Saved data entries:
■ ■ ■ ■ ■
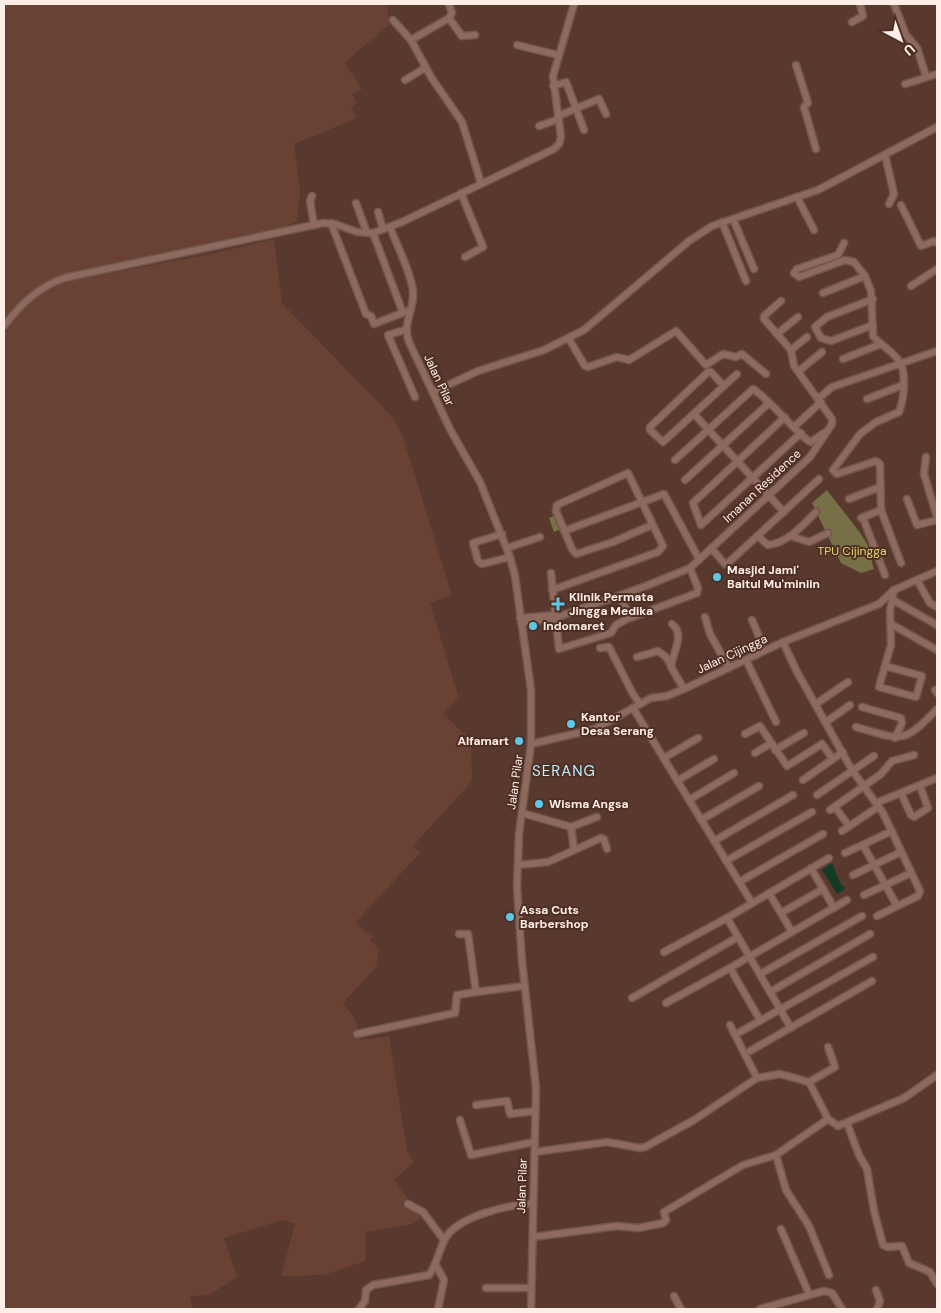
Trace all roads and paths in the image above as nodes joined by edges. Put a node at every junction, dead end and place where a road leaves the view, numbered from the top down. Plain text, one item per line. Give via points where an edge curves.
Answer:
1 (449, 4) edge
2 (574, 4) edge
3 (860, 4) edge
4 (894, 4) edge
5 (450, 18) junction
6 (393, 20) dead end
7 (852, 22) dead end
8 (475, 35) dead end
9 (411, 40) junction
10 (517, 45) dead end
11 (558, 55) junction
12 (796, 66) dead end
13 (425, 68) junction
14 (937, 74) edge
15 (926, 76) junction
16 (405, 80) dead end
17 (905, 84) dead end
18 (553, 86) junction
19 (576, 108) junction
20 (606, 114) dead end
21 (558, 117) junction
22 (539, 126) dead end
23 (937, 127) edge
24 (584, 130) dead end
25 (816, 149) dead end
26 (885, 155) junction
27 (481, 183) junction
28 (461, 193) junction
29 (312, 196) dead end
30 (797, 197) junction
31 (356, 203) dead end
32 (889, 204) dead end
33 (901, 206) dead end
34 (378, 212) dead end
35 (733, 219) junction
36 (722, 222) junction
37 (331, 223) junction
38 (314, 225) junction
39 (387, 228) junction
40 (814, 230) dead end
41 (370, 233) junction
42 (844, 243) dead end
43 (937, 243) edge
44 (840, 252) junction
45 (465, 258) dead end
46 (846, 260) junction
47 (754, 269) dead end
48 (937, 269) edge
49 (866, 276) junction
50 (746, 281) dead end
51 (910, 286) dead end
52 (823, 293) dead end
53 (873, 298) junction
54 (782, 301) dead end
55 (406, 311) junction
56 (798, 316) dead end
57 (378, 324) junction
58 (873, 325) junction
59 (4, 326) edge
60 (405, 330) junction
61 (388, 334) junction
62 (777, 334) junction
63 (807, 337) dead end
64 (569, 339) junction
65 (881, 344) junction
66 (791, 350) junction
67 (937, 351) edge
68 (822, 352) dead end
69 (843, 359) dead end
70 (900, 362) junction
71 (799, 371) junction
72 (737, 374) dead end
73 (766, 374) dead end
74 (903, 385) junction
75 (724, 386) junction
76 (433, 392) junction
77 (415, 397) dead end
78 (867, 399) dead end
79 (820, 400) junction
80 (769, 403) junction
81 (694, 414) junction
82 (785, 417) junction
83 (795, 426) junction
84 (708, 430) junction
85 (801, 433) junction
86 (824, 433) junction
87 (723, 446) junction
88 (926, 457) dead end
89 (675, 460) dead end
90 (738, 462) junction
91 (753, 478) junction
92 (819, 479) dead end
93 (685, 480) dead end
94 (880, 487) junction
95 (768, 495) junction
96 (849, 499) dead end
97 (907, 499) dead end
98 (643, 502) junction
99 (881, 510) junction
100 (784, 512) junction
101 (816, 512) dead end
102 (937, 519) edge
103 (652, 525) junction
104 (564, 530) junction
105 (828, 533) dead end
106 (502, 534) junction
107 (791, 536) junction
108 (540, 537) dead end
109 (759, 537) junction
110 (507, 548) junction
111 (711, 548) junction
112 (510, 556) junction
113 (700, 559) junction
114 (901, 563) dead end
115 (690, 568) junction
116 (937, 572) edge
117 (550, 573) dead end
118 (885, 574) dead end
119 (917, 580) junction
120 (552, 590) junction
121 (894, 590) junction
122 (620, 596) junction
123 (893, 600) junction
124 (937, 607) edge
125 (555, 616) junction
126 (704, 617) dead end
127 (629, 618) junction
128 (521, 620) junction
129 (752, 620) dead end
130 (672, 624) dead end
131 (891, 624) junction
132 (937, 625) edge
133 (783, 642) junction
134 (600, 648) dead end
135 (937, 650) edge
136 (756, 655) junction
137 (637, 657) dead end
138 (746, 660) junction
139 (671, 665) junction
140 (885, 666) junction
141 (729, 668) junction
142 (848, 682) dead end
143 (684, 689) junction
144 (640, 704) junction
145 (816, 704) junction
146 (850, 706) dead end
147 (862, 707) dead end
148 (633, 708) junction
149 (937, 709) edge
150 (776, 722) dead end
151 (826, 722) junction
152 (856, 727) dead end
153 (804, 733) dead end
154 (745, 734) dead end
155 (698, 738) dead end
156 (895, 738) junction
157 (531, 744) junction
158 (770, 744) junction
159 (775, 750) junction
160 (843, 752) junction
161 (755, 753) dead end
162 (914, 755) dead end
163 (874, 756) dead end
164 (664, 758) junction
165 (714, 759) dead end
166 (833, 759) junction
167 (852, 770) junction
168 (734, 773) dead end
169 (937, 778) edge
170 (803, 780) dead end
171 (677, 781) junction
172 (759, 786) dead end
173 (920, 786) junction
174 (863, 788) junction
175 (901, 793) junction
176 (793, 795) dead end
177 (817, 795) dead end
178 (689, 800) junction
179 (877, 805) junction
180 (812, 812) dead end
181 (522, 813) junction
182 (596, 817) dead end
183 (701, 820) junction
184 (571, 826) junction
185 (848, 826) junction
186 (842, 831) dead end
187 (892, 831) junction
188 (823, 834) dead end
189 (714, 841) junction
190 (863, 845) junction
191 (574, 849) junction
192 (607, 849) dead end
193 (901, 852) junction
194 (845, 853) dead end
195 (829, 858) dead end
196 (726, 861) junction
197 (518, 865) junction
198 (873, 865) junction
199 (812, 868) junction
200 (911, 873) junction
201 (853, 875) dead end
202 (739, 882) junction
203 (885, 886) junction
204 (823, 889) junction
205 (769, 893) junction
206 (864, 895) dead end
207 (847, 900) dead end
208 (752, 903) junction
209 (897, 906) junction
210 (834, 908) junction
211 (781, 913) junction
212 (862, 916) dead end
213 (877, 916) dead end
214 (727, 918) junction
215 (792, 932) junction
216 (458, 934) dead end
217 (870, 934) dead end
218 (738, 937) junction
219 (664, 952) dead end
220 (749, 957) junction
221 (873, 957) dead end
222 (730, 968) junction
223 (760, 974) junction
224 (872, 981) dead end
225 (524, 986) junction
226 (476, 992) junction
227 (770, 992) junction
228 (632, 998) dead end
229 (666, 1003) dead end
230 (780, 1009) junction
231 (760, 1020) junction
232 (730, 1025) dead end
233 (791, 1028) junction
234 (740, 1032) dead end
235 (357, 1034) dead end
236 (828, 1047) dead end
237 (750, 1050) dead end
238 (937, 1075) edge
239 (757, 1078) junction
240 (809, 1082) junction
241 (476, 1104) dead end
242 (534, 1111) junction
243 (828, 1119) junction
244 (460, 1120) dead end
245 (847, 1123) junction
246 (534, 1142) junction
247 (535, 1152) junction
248 (776, 1156) junction
249 (533, 1203) junction
250 (408, 1204) dead end
251 (781, 1229) dead end
252 (533, 1237) junction
253 (444, 1240) junction
254 (435, 1264) junction
255 (828, 1275) dead end
256 (937, 1284) edge
257 (486, 1288) dead end
258 (531, 1288) junction
259 (876, 1290) dead end
260 (809, 1294) junction
261 (674, 1296) dead end
262 (359, 1309) edge
263 (438, 1309) edge
264 (531, 1309) edge
265 (681, 1309) edge
266 (760, 1309) edge
267 (842, 1309) edge
268 (877, 1309) edge

1 - 5 street
2 - 11 street
3 - 7 street via 863,16
4 - 15 street via 906,35 917,48
5 - 8 street via 462,36
5 - 9 street
6 - 9 street
9 - 13 street
10 - 11 street
11 - 18 street
12 - 25 street via 808,103 804,107
13 - 16 street
13 - 27 street via 462,122
14 - 15 street
15 - 17 street
18 - 19 street via 565,81
18 - 21 street
19 - 20 street via 600,99
19 - 21 street
19 - 24 street
21 - 22 street
21 - 27 street via 561,137 558,147
23 - 26 street
26 - 30 street via 818,190
26 - 32 street via 894,194
27 - 28 street
28 - 39 street
28 - 45 street via 483,247
29 - 38 street
30 - 35 street
30 - 40 street
31 - 41 street
33 - 43 street via 921,246 934,241
34 - 39 street
35 - 36 street
35 - 47 street
36 - 50 street
36 - 64 street via 689,241 596,321
37 - 38 street
37 - 41 street
37 - 57 street via 366,314 371,316 374,324
38 - 59 street via 64,278 32,295
39 - 41 street
39 - 55 street via 413,288 413,298
41 - 55 street
42 - 44 street
44 - 46 street
44 - 46 street via 797,269 795,275 799,277
46 - 49 street via 854,262
48 - 51 street
49 - 52 street
49 - 53 street
53 - 58 street
53 - 58 street via 826,317 815,327 821,338 829,341
54 - 62 street, Imanan Residence via 764,316
55 - 57 street
55 - 60 street
56 - 62 street
57 - 61 street
58 - 65 street via 873,336
60 - 61 street
60 - 76 street, Jalan Pilar
61 - 77 street
62 - 66 street, Imanan Residence
63 - 66 street
64 - 73 street via 588,367 616,357 629,360 676,331 706,365 724,354 736,357 742,354
64 - 76 street via 478,371
65 - 69 street
65 - 70 street
66 - 71 street, Imanan Residence via 791,360
67 - 70 street
68 - 71 street
70 - 74 street
70 - 79 street via 832,387
71 - 79 street, Imanan Residence
72 - 75 street
74 - 78 street
74 - 94 street via 899,412 876,422 860,434 833,470 837,474 878,462 881,467
75 - 81 street
75 - 81 street via 708,372 650,430 663,442
76 - 106 street, Jalan Pilar via 480,482
79 - 83 street
79 - 86 street, Imanan Residence via 832,421
80 - 82 street
80 - 84 street via 751,389
80 - 87 street
81 - 84 street
82 - 83 street
82 - 90 street
83 - 85 street
84 - 87 street
84 - 89 street
85 - 86 street via 809,442
85 - 91 street
86 - 95 street, Imanan Residence via 810,457
87 - 90 street
87 - 93 street
88 - 102 street via 924,474
90 - 91 street
90 - 91 street via 693,503 701,524
91 - 95 street
92 - 100 street
94 - 96 street
94 - 99 street
95 - 100 street
95 - 111 street, Imanan Residence
97 - 102 street via 917,525
98 - 103 street
98 - 104 street
98 - 104 street via 630,474 625,473 557,504 556,511
98 - 113 street via 666,495
99 - 114 street
99 - 118 street via 862,518
100 - 109 street
101 - 107 street
103 - 104 street via 576,554
103 - 120 street via 662,546 658,552
105 - 107 street via 809,542
106 - 110 street, Jalan Pilar
106 - 112 street via 473,543 478,561 482,564
107 - 109 street via 771,545
108 - 110 street
109 - 111 street via 726,564
110 - 112 street, Jalan Pilar
111 - 113 street, Imanan Residence
112 - 128 street, Jalan Pilar
113 - 115 street, Imanan Residence
115 - 122 street, Imanan Residence
115 - 127 street via 698,592
116 - 119 street, Jalan Cijingga
117 - 120 street
119 - 121 street, Jalan Cijingga
119 - 124 street via 930,603
120 - 125 street
121 - 123 street
121 - 133 street, Jalan Cijingga via 879,604
122 - 125 street, Imanan Residence
122 - 127 street
123 - 131 street
123 - 132 street
125 - 127 street via 560,649 611,633 615,625
125 - 128 street, Imanan Residence
126 - 141 street
128 - 157 street, Jalan Pilar via 531,690
129 - 136 street via 761,641 755,650
130 - 139 street via 678,638
131 - 135 street
131 - 140 street via 892,645
133 - 136 street, Jalan Cijingga
133 - 145 street
134 - 144 street via 609,647
136 - 138 street, Jalan Cijingga
137 - 139 street via 658,651
138 - 141 street, Jalan Cijingga
138 - 150 street
139 - 143 street
140 - 140 street via 878,687 916,697 922,676
141 - 143 street, Jalan Cijingga
142 - 145 street
143 - 144 street, Jalan Cijingga
144 - 148 street, Jalan Cijingga
145 - 151 street
146 - 151 street
147 - 156 street via 901,718
148 - 157 street, Jalan Cijingga via 592,730
148 - 164 street
149 - 156 street via 916,731
151 - 160 street
152 - 156 street
153 - 159 street
154 - 158 street via 760,726
155 - 164 street
157 - 181 street, Jalan Pilar
158 - 159 street
158 - 161 street
159 - 166 street via 787,766 822,744
160 - 166 street
160 - 167 street
162 - 174 street via 892,761 882,774
163 - 167 street
164 - 171 street
165 - 171 street
166 - 170 street
167 - 174 street
167 - 177 street
168 - 178 street
169 - 173 street
171 - 178 street
172 - 183 street
173 - 175 street
173 - 175 street via 928,808 914,817
174 - 179 street
174 - 185 street via 833,808
175 - 179 street
176 - 189 street
178 - 183 street
179 - 185 street
179 - 187 street
180 - 196 street
181 - 184 street
181 - 197 street, Jalan Pilar
182 - 184 street
183 - 189 street
184 - 191 street
185 - 186 street
187 - 190 street
187 - 193 street
188 - 202 street
189 - 196 street
190 - 194 street
190 - 198 street
191 - 192 street via 602,838
191 - 197 street via 548,862
193 - 198 street
193 - 200 street
195 - 199 street
196 - 202 street
197 - 225 street, Jalan Pilar
198 - 201 street
198 - 203 street
199 - 204 street
199 - 205 street
200 - 203 street
200 - 209 street via 920,892
202 - 208 street
203 - 206 street
203 - 209 street
204 - 210 street
204 - 211 street
205 - 208 street
205 - 211 street
207 - 210 street
208 - 214 street
209 - 213 street
210 - 215 street
211 - 215 street
212 - 223 street
214 - 218 street
214 - 219 street
215 - 220 street
216 - 226 street via 468,934
217 - 227 street
218 - 220 street
218 - 228 street
220 - 222 street
220 - 223 street
221 - 230 street
222 - 229 street
222 - 231 street
223 - 227 street
224 - 233 street
225 - 226 street
225 - 242 street, Jalan Pilar via 535,1064
226 - 235 street via 456,994 456,1013
227 - 230 street
230 - 231 street
230 - 233 street
231 - 234 street
232 - 239 street
233 - 237 street
236 - 240 street via 835,1067
238 - 245 street via 904,1098
239 - 240 street via 780,1074
239 - 247 street via 700,1116 640,1148 606,1142
240 - 243 street
241 - 242 street via 506,1101 510,1114
242 - 246 street, Jalan Pilar
243 - 245 street via 834,1126
243 - 248 street
244 - 246 street via 471,1155
245 - 256 street via 867,1169 883,1245 888,1248 902,1246 909,1263 930,1272
246 - 247 street, Jalan Pilar
247 - 249 street, Jalan Pilar
248 - 252 street via 742,1165 697,1191 664,1212 666,1220 663,1223
248 - 255 street via 786,1190 809,1226
249 - 252 street, Jalan Pilar
249 - 253 street via 486,1213 453,1230
250 - 253 street via 423,1212
251 - 260 street
252 - 258 street, Jalan Pilar
253 - 254 street
254 - 262 street via 425,1276 390,1280 369,1287
254 - 263 street via 444,1280
257 - 258 street
258 - 264 street, Jalan Pilar
259 - 268 street via 880,1301
260 - 266 street
260 - 267 street via 830,1292
261 - 265 street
■ ■ ■ ■ ■
Return only those lines of the records that contain the string "Imanan".

54 - 62 street, Imanan Residence via 764,316
62 - 66 street, Imanan Residence
66 - 71 street, Imanan Residence via 791,360
71 - 79 street, Imanan Residence
79 - 86 street, Imanan Residence via 832,421
86 - 95 street, Imanan Residence via 810,457
95 - 111 street, Imanan Residence
111 - 113 street, Imanan Residence
113 - 115 street, Imanan Residence
115 - 122 street, Imanan Residence
122 - 125 street, Imanan Residence
125 - 128 street, Imanan Residence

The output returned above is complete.